The original sculpture was commissioned by the Commonwealth of Virginia in 1786, and Houdon, the pre-eminent French sculptor of the 18th century, executed two of these busts in marble. One was placed in the State Capitol in Richmond, Virginia, and the other in Paris’ City Hall. The latter was destroyed by the Leftists during the French Revolution, along with a number of other sculptures by Houdon.

The Georgetown Current reports [N.B.: see PDF file of the April 28th issue] that recently, an over-enthusiastic Kindergartner wanted to give the Marquis a hug, and upon doing so the bust fell and was damaged. Parents of another student at the school took it upon themselves to pay for the restoration of the bust. In a ceremony this past week the city’s mayor and the French Ambassador, along with the students and faculty, marked the return of the statue to a more secure location, so that hopefully it will not be knocked over again.

One wonders what the future will hold for this young person, who was so struck by the image of Lafayette. Will he or she become a military officer? An historian? A diplomat? Regardless, the Courtier wholeheartedly encourages this child to continue to embrace art and history – albeit metaphorically speaking – from now on.

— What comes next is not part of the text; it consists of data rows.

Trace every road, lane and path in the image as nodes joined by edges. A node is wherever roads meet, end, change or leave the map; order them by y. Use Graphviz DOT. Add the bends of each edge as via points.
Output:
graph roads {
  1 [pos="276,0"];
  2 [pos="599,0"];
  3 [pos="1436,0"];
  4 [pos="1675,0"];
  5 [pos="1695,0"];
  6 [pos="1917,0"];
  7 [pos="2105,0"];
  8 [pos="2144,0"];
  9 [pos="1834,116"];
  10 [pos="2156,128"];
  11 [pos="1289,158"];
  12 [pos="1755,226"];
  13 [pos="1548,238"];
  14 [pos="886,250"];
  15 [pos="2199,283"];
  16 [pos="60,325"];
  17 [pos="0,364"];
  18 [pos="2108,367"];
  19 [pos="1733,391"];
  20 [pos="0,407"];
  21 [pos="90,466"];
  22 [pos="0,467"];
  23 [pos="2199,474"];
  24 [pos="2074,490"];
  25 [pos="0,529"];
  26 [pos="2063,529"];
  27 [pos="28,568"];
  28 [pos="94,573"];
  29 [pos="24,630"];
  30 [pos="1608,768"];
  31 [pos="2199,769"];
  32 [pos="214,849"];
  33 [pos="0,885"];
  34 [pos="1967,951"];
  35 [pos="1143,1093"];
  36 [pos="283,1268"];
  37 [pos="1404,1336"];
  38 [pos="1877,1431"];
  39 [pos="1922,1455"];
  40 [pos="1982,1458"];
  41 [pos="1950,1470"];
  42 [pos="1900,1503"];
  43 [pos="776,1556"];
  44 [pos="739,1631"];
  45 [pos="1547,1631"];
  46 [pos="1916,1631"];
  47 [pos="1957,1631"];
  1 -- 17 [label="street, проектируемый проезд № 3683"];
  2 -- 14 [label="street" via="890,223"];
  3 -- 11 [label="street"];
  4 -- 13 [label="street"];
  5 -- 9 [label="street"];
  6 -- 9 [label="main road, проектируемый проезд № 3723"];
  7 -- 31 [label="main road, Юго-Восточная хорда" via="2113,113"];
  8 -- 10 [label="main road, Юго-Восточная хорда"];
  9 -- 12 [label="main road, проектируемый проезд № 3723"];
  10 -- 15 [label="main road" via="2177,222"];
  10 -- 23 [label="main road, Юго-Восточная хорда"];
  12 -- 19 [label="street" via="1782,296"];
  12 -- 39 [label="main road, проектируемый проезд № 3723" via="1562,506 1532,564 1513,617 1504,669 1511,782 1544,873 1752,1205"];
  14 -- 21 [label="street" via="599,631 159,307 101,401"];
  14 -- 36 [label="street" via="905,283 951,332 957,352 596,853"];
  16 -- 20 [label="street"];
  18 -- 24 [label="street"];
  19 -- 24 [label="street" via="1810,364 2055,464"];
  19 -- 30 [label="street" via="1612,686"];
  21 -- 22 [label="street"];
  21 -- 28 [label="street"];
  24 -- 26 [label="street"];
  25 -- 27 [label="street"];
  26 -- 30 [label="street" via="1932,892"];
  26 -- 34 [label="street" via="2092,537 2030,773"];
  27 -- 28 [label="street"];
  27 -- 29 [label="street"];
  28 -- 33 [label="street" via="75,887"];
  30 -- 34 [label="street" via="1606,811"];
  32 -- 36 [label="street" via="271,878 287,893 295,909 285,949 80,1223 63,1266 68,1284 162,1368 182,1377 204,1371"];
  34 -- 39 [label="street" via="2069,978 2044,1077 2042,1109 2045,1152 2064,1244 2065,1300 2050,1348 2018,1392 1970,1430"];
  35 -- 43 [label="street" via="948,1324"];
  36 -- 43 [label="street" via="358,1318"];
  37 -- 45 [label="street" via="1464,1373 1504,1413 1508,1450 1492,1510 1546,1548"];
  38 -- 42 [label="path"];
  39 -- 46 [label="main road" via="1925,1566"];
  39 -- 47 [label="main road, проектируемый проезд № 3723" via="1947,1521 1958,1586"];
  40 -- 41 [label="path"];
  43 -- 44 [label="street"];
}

>St. Lawrence and the Royal Slag Heap

>Today is the Feast of St. Lawrence, a deacon martyred along with Pope St. Sixtus II during the persecutions of the Emperor Valerian. St. Lawrence, a native of Spain, was put to death on August 10th in 258 A.D., in the city of Rome, by being roasted alive on a gridiron. He has been a popular saint for many centuries, as anyone studying art history knows: there are dozens of churches and chapels named for him.

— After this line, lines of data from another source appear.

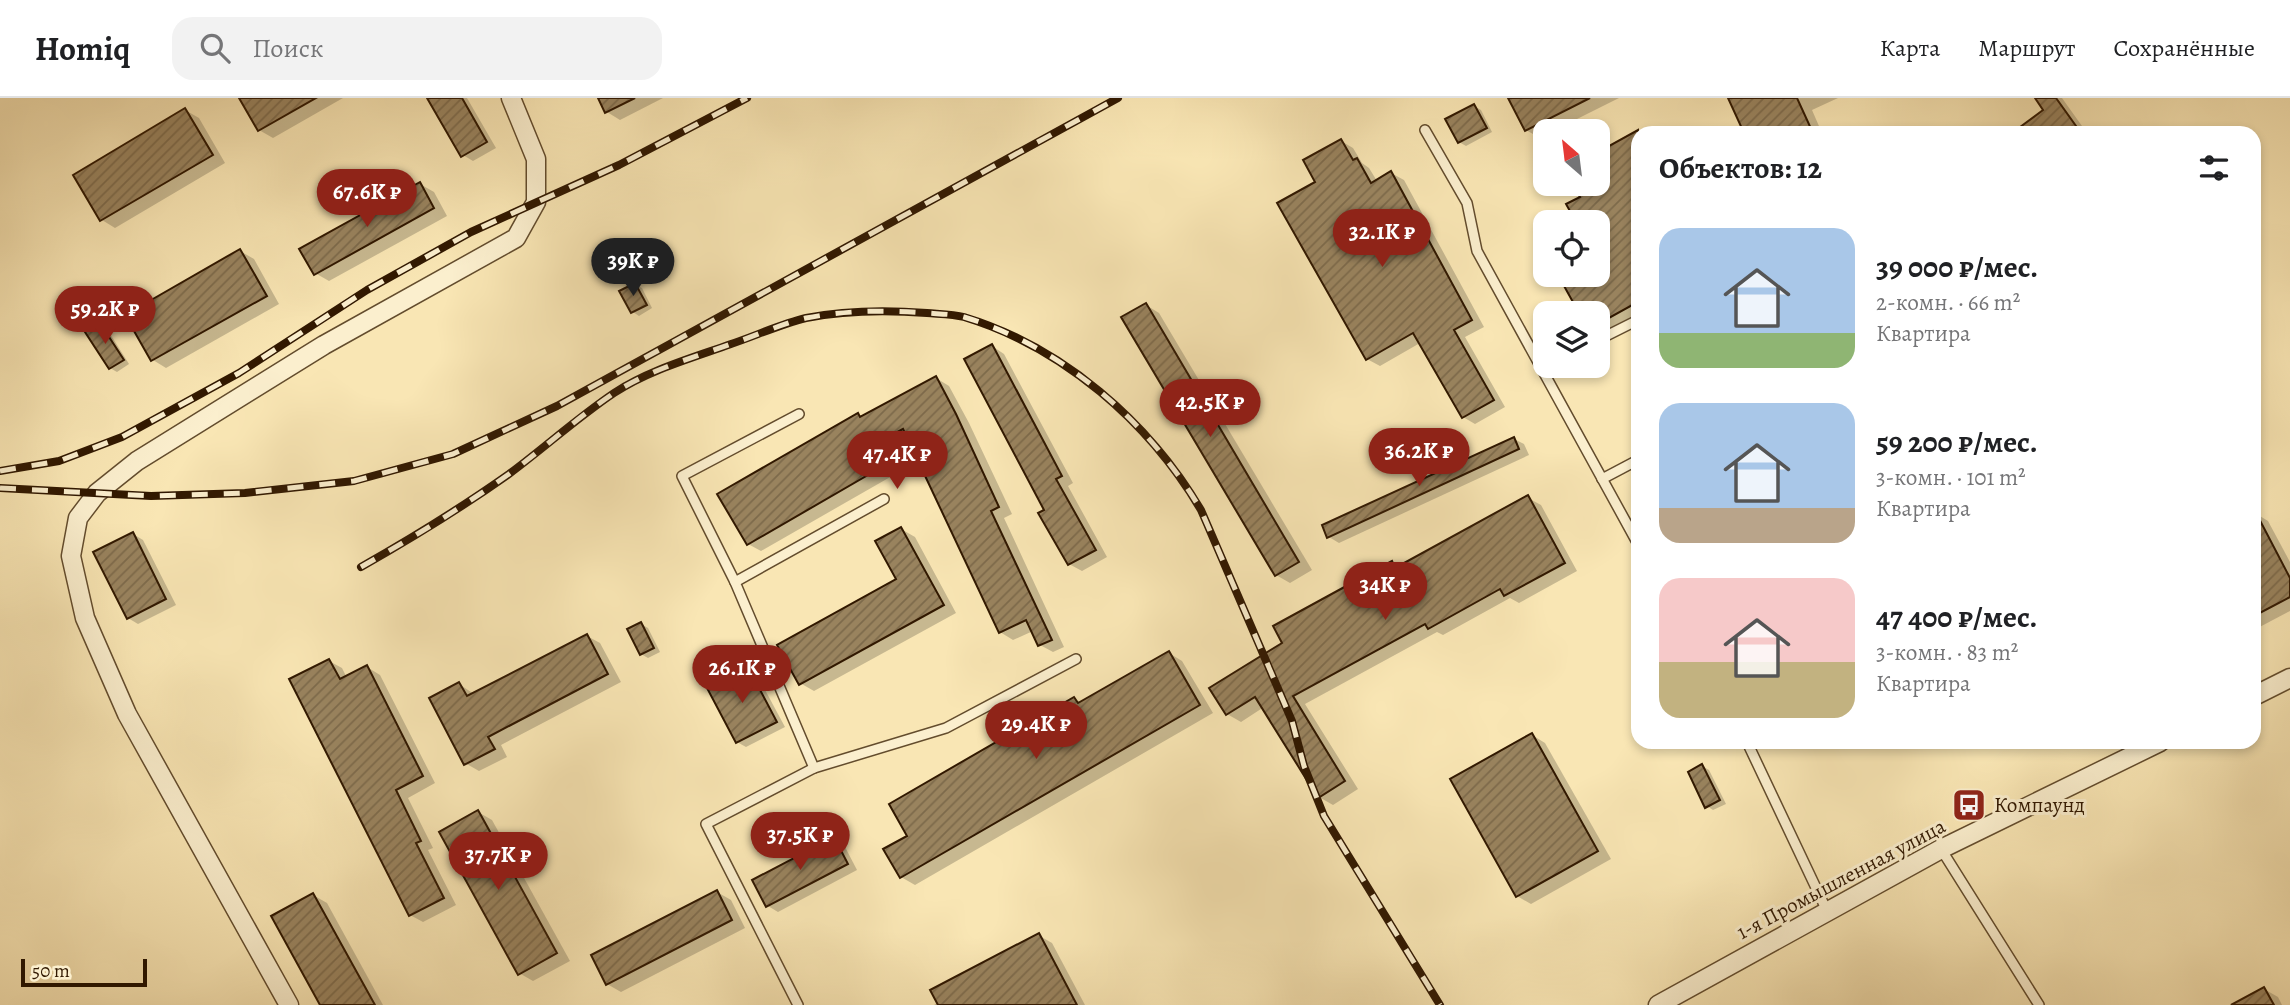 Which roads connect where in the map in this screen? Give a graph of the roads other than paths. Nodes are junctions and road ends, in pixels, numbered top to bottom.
1 (510, 98) edge
2 (1425, 130) dead end
3 (1631, 324) edge
4 (1610, 334) edge
5 (1533, 348) edge
6 (1550, 378) edge
7 (799, 414) dead end
8 (1631, 464) edge
9 (1602, 479) junction
10 (884, 499) dead end
11 (1631, 531) edge
12 (735, 582) junction
13 (1076, 659) dead end
14 (2290, 678) edge
15 (2261, 692) edge
16 (1750, 749) edge
17 (2146, 749) edge
18 (814, 768) junction
19 (1941, 849) junction
20 (1827, 911) junction
21 (289, 1005) edge
22 (798, 1005) edge
23 (1658, 1005) edge
24 (2039, 1005) edge

1 - 21 street
2 - 5 lane
3 - 4 lane
6 - 9 lane
7 - 12 lane
8 - 9 lane
9 - 11 lane
10 - 12 lane
12 - 18 lane
13 - 18 lane
14 - 15 street
16 - 20 lane
17 - 19 street, 1-я Промышленная улица
18 - 22 lane
19 - 20 street, 1-я Промышленная улица
19 - 24 lane
20 - 23 street, 1-я Промышленная улица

Of all of these structures however, the most famous and impressive is that of The Escorial, more properly The Royal Basilica and Monastery of Saint Laurence, located about half an hour outside outside of Madrid. The nickname “escorial”, or “slag-heap”, refers to the fact that it is located in an arid area of former iron mines, littered with slag and other refuse from the defunct mining operations. The complex not only includes an enormous church and monastery, but also a palace, library, art gallery, gardens, and the necropolis of the kings of Spain. Under the Hapsburgs in particular, it served as the center of imperial power within the country, until the monarchy gradually shifted the locus of power to Madrid.

El Escorial was commissioned to commemorate an important victory of Philip II over Henry II of France at the Battle of Saint Quentin on the Feast of St. Lawrence in 1557. The layout of the complex, as can be seen in the photo below, resembles a gridiron, supposedly to commemorate the manner of St. Lawrence’s martyrdom. Whether an intentional act or simply happy accident, the gridiron design provided the architects with many patios and courtyards to relieve the stark exterior facade of the building. Descriptions of the Temple of Solomon also had a significant impact on the final product.

There are many things to study and marvel at in the complex. However, one of my favorite portions of the structure is the Patio of the Kings, which serves as the entrance to the basilica itself. The rather severe classical facade features massive statues of six of the (comparatively better) Kings of Judah sculpted by Juan Bautista Monegro, including David and Solomon. It reminded the Kings of Spain, no doubt, when they came to the Basilica that they, too, would have a difficult road to travel if they were to attain Heaven, since even those kings of the Old Testament beloved by God often got themselves into trouble.